Top of INPUT FOR THIS TASK
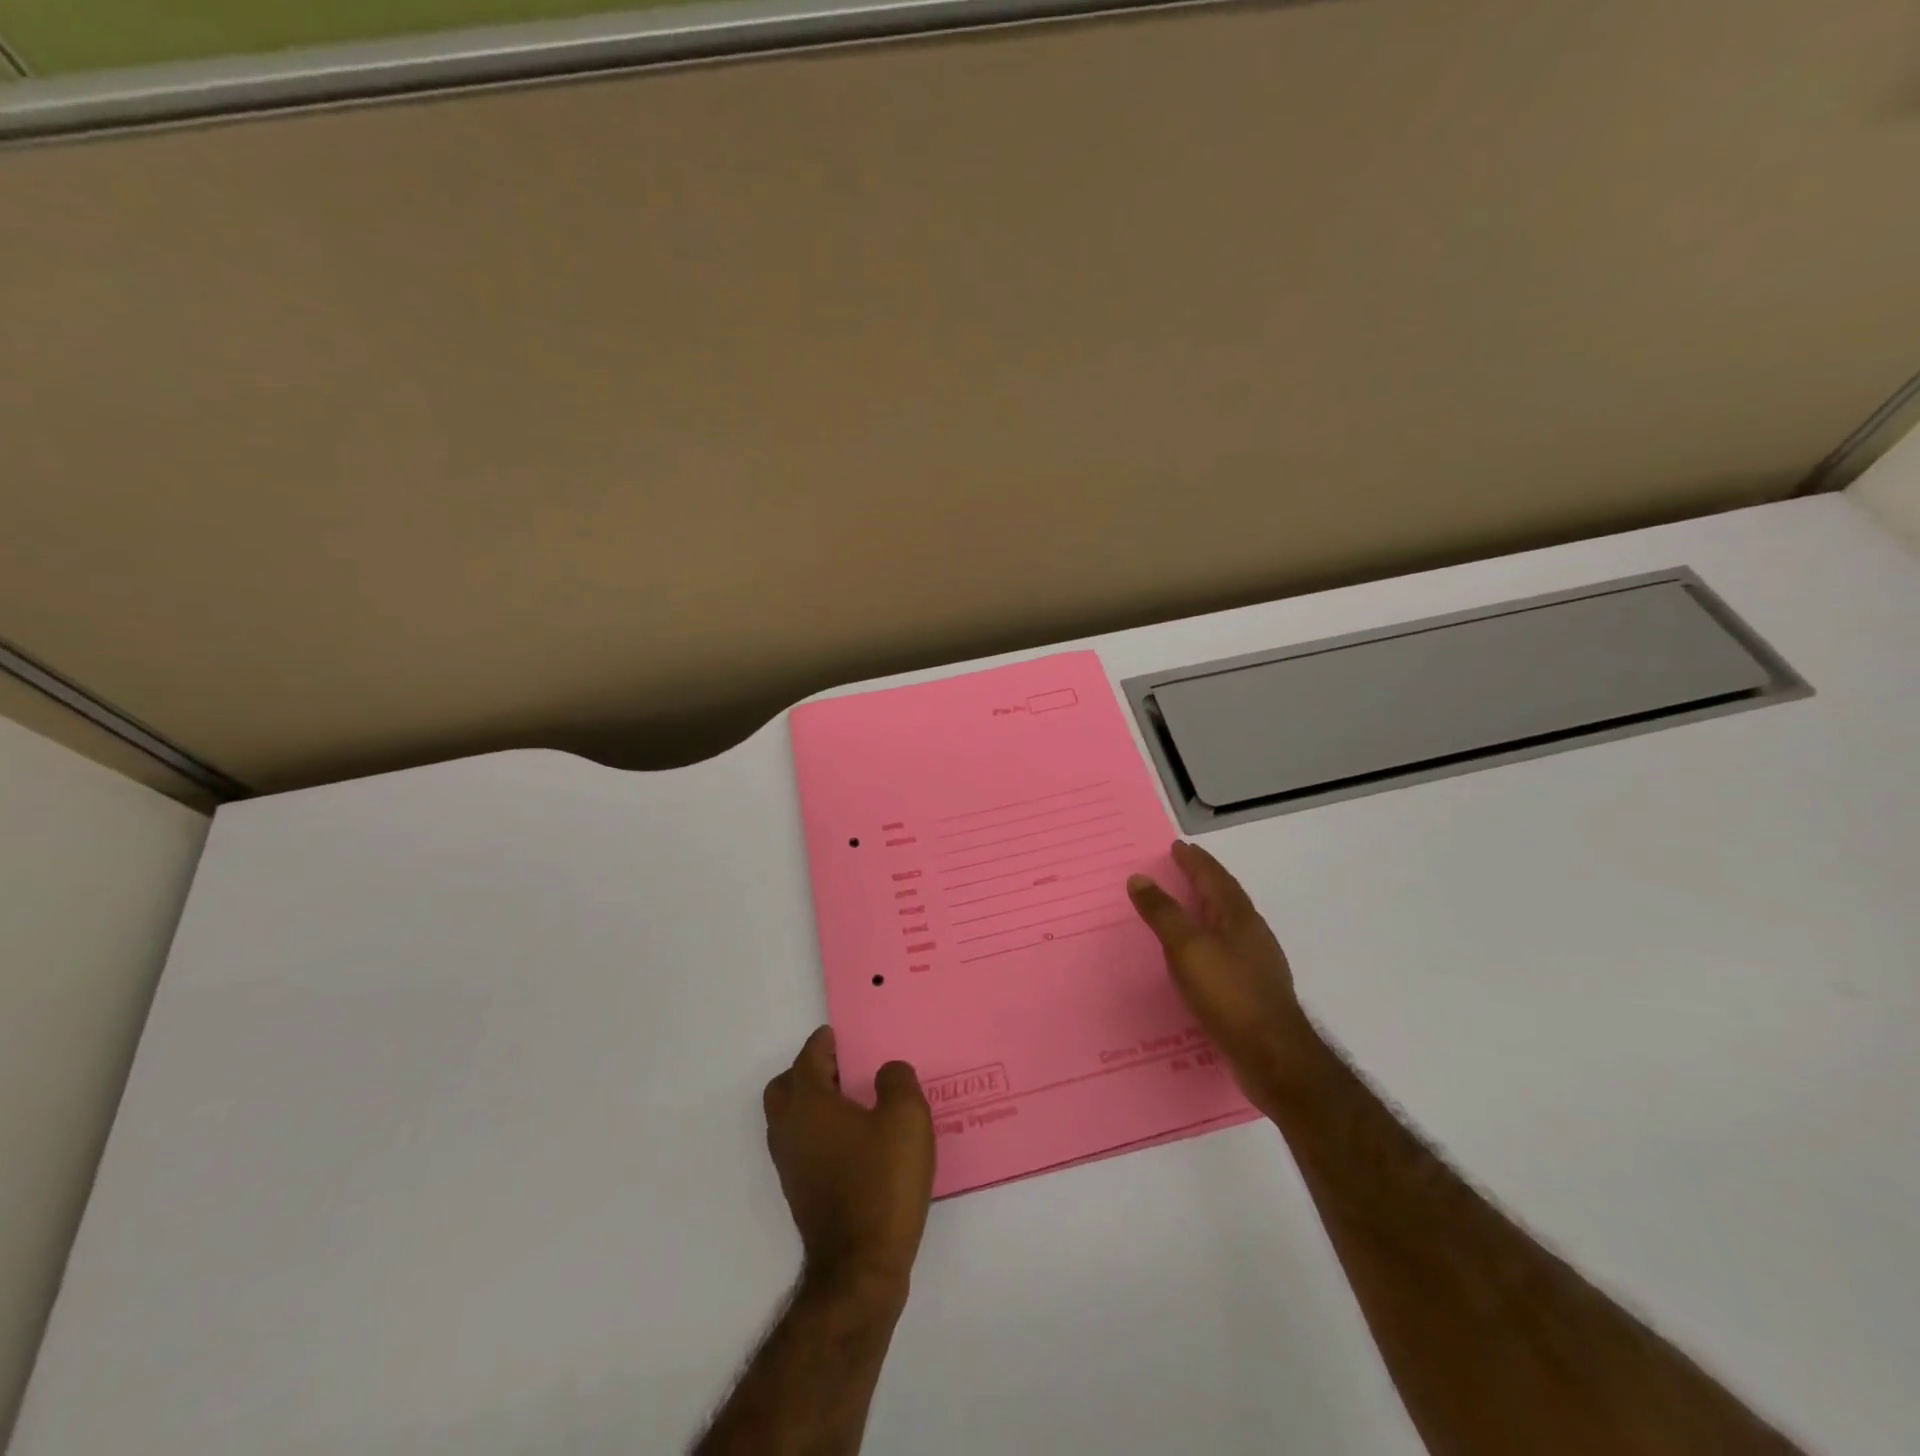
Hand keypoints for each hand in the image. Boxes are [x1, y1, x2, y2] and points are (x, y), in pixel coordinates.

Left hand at [762, 1027, 934, 1296]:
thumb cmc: (882, 1182)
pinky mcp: (800, 1193)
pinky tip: (854, 1140)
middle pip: (785, 1087)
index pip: (808, 1058)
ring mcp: (790, 1166)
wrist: (860, 1268)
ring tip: (852, 1102)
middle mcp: (789, 1130)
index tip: (838, 1035)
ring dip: (811, 1102)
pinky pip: (801, 1145)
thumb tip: (885, 1073)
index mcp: (808, 1103)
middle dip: (808, 1071)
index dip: (823, 1042)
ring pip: (789, 1118)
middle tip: (842, 1067)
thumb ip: (896, 1081)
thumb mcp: (906, 1117)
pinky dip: (818, 1131)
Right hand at [1128, 841, 1318, 1110]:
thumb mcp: (1186, 948)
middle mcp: (1252, 933)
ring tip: (1186, 907)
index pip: (1214, 877)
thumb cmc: (1228, 993)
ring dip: (1207, 909)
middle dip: (1203, 880)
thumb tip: (1140, 878)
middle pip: (1226, 897)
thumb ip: (1163, 912)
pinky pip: (1227, 950)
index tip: (1178, 847)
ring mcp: (1257, 962)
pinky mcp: (1254, 989)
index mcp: (1238, 917)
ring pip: (1228, 924)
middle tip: (1181, 869)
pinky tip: (1198, 956)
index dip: (1195, 861)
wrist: (1272, 1055)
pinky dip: (1209, 940)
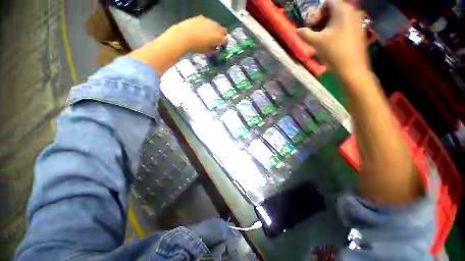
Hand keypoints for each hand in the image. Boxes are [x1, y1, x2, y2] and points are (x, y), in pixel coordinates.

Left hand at [171, 15, 226, 53]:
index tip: (222, 47)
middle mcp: (215, 28)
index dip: (224, 44)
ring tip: (210, 35)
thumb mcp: (207, 51)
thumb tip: (215, 47)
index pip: (225, 39)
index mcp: (217, 37)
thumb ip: (213, 49)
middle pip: (223, 30)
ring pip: (216, 25)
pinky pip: (208, 22)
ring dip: (215, 30)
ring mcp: (208, 21)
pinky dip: (208, 26)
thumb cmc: (196, 46)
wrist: (184, 36)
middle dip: (222, 35)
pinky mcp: (201, 18)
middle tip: (218, 40)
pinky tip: (202, 30)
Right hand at [297, 0, 368, 79]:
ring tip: (320, 38)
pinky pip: (344, 24)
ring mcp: (356, 21)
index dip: (317, 12)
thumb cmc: (334, 52)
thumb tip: (297, 30)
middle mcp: (352, 11)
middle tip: (314, 31)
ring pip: (338, 17)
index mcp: (342, 10)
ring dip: (327, 25)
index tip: (311, 24)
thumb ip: (305, 34)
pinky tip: (330, 41)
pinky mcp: (358, 30)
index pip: (327, 2)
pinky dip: (335, 29)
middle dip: (321, 19)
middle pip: (333, 9)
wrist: (351, 68)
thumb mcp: (316, 42)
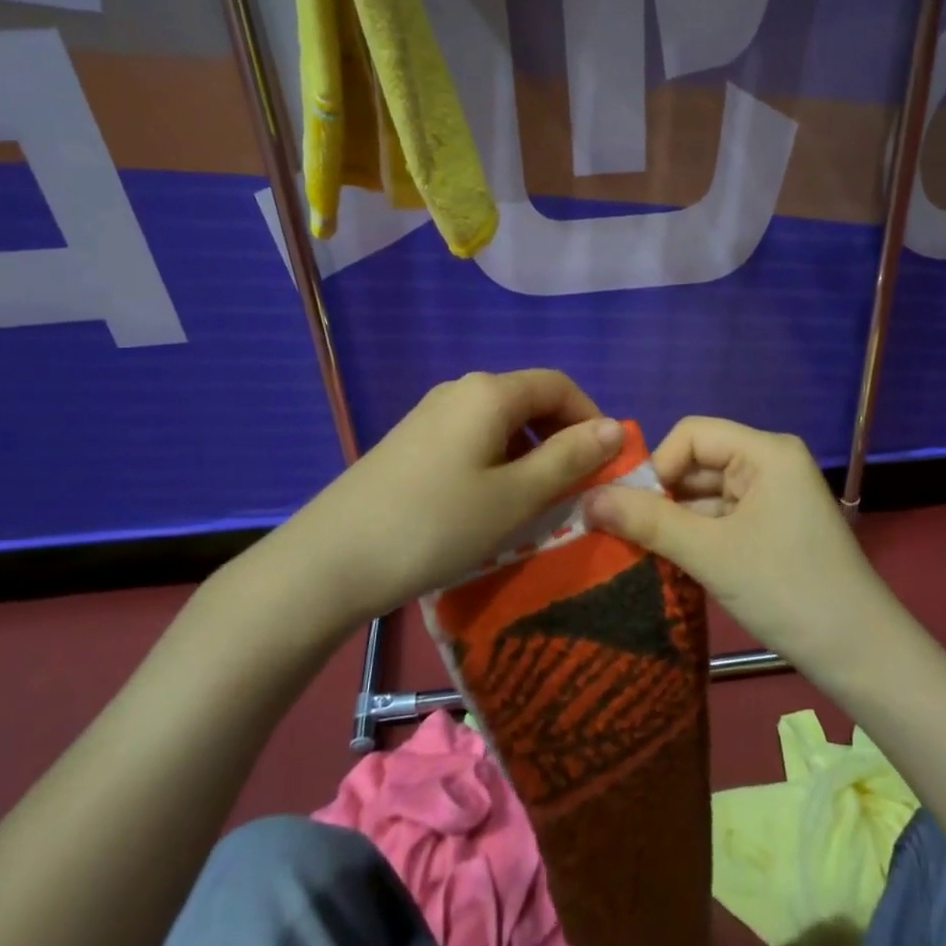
Bottom of INPUT FOR THIS TASK
» DESCRIPTION OF THE TASK
Your copy should hold the lines from the one with "pinky pip: (801, 1145)" up to and including the one with "thumb tip: (215, 47)", exactly as in the data above, and no pictures.

» RESPONSE FOR THIS EXERCISE
pinky pip: (801, 1145)
thumb tip: (885, 1073)
index mcp: (808, 1103)
middle dip: (808, 1071)
index dip: (823, 1042)
ring pip: (789, 1118)
middle tip: (842, 1067)
thumb ip: (896, 1081)
thumb mcp: (906, 1117)
pinky dip: (818, 1131)
Right hand at [1128, 841, 1318, 1110]:
thumb mcp: (1186, 948)
middle mcp: (1252, 933)
ring tip: (1186, 907)
index pip: (1214, 877)
thumb cmc: (1228, 993)
ring dip: (1207, 909)
middle dip: (1203, 880)
thumb tip: (1140, 878)
middle pip: (1226, 897)
thumb ip: (1163, 912)
pinky pip: (1227, 950)
index tip: (1178, 847)
ring mcp: (1257, 962)
pinky mcp: (1254, 989)
index mcp: (1238, 917)
ring pip: (1228, 924)
middle tip: (1181, 869)
pinky tip: (1198, 956)
index dip: (1195, 861)
wrist: (1272, 1055)
pinky dip: (1209, 940)
Hand keypoints for each hand in the image. Boxes are [x1, y1, x2, y2] and points are (x, y), in pixel coordinates.

Left hand at [171, 15, 226, 53]:
index tip: (222, 47)
middle mcp: (215, 28)
index dip: (224, 44)
ring tip: (210, 35)
thumb mcp: (207, 51)
thumb tip: (215, 47)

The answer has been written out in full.